╭──
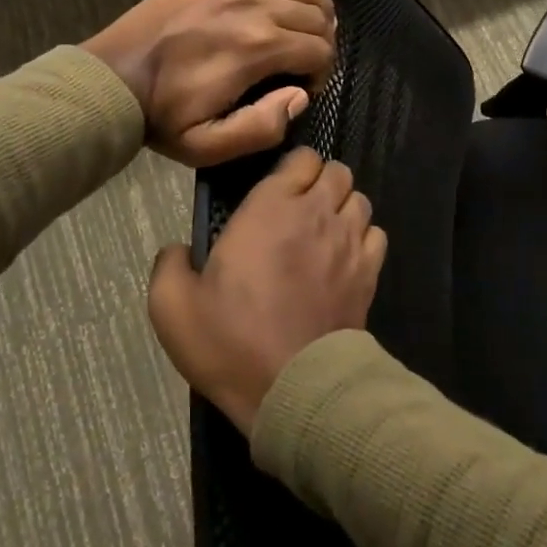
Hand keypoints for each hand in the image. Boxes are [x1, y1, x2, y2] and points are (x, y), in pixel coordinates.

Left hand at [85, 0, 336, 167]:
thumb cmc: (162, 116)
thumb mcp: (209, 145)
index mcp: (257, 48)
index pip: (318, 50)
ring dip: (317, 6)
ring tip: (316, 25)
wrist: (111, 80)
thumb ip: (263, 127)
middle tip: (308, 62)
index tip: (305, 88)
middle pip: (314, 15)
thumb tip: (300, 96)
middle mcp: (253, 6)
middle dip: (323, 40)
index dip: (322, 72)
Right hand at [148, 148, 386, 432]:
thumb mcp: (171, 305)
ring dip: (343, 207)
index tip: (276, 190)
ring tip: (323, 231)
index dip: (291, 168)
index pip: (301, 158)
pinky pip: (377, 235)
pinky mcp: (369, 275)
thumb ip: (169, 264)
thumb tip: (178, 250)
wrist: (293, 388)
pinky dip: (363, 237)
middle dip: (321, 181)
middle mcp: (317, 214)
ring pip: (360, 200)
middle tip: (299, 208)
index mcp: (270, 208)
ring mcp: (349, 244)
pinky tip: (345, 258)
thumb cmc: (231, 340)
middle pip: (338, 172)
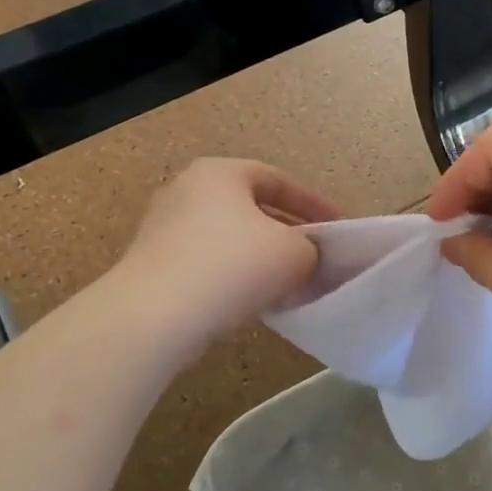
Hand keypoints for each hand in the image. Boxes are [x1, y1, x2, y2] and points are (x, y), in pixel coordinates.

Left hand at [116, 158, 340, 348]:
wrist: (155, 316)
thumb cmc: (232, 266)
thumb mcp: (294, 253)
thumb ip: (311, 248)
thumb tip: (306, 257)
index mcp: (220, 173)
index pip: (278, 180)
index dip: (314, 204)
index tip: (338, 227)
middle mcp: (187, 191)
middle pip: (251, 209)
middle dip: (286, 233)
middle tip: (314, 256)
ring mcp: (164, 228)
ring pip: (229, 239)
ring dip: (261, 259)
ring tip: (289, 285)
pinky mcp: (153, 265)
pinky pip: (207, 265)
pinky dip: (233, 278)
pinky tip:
╰──
* TASK REQUIREMENTS: Print exactly the lines from the one containing "index tip: (338, 227)" through the last line of the records above, both included.

* SOLUTION FOR THIS PROBLEM:
index tip: (338, 227)
middle mcp: (187, 191)
middle pip: (251, 209)
middle dip: (286, 233)
middle tip: (314, 256)
ring mcp: (164, 228)
ring pip: (229, 239)
ring dip: (261, 259)
ring tip: (289, 285)
pinky mcp: (153, 265)
pinky pip: (207, 265)
pinky dip: (233, 278)
pinky tip:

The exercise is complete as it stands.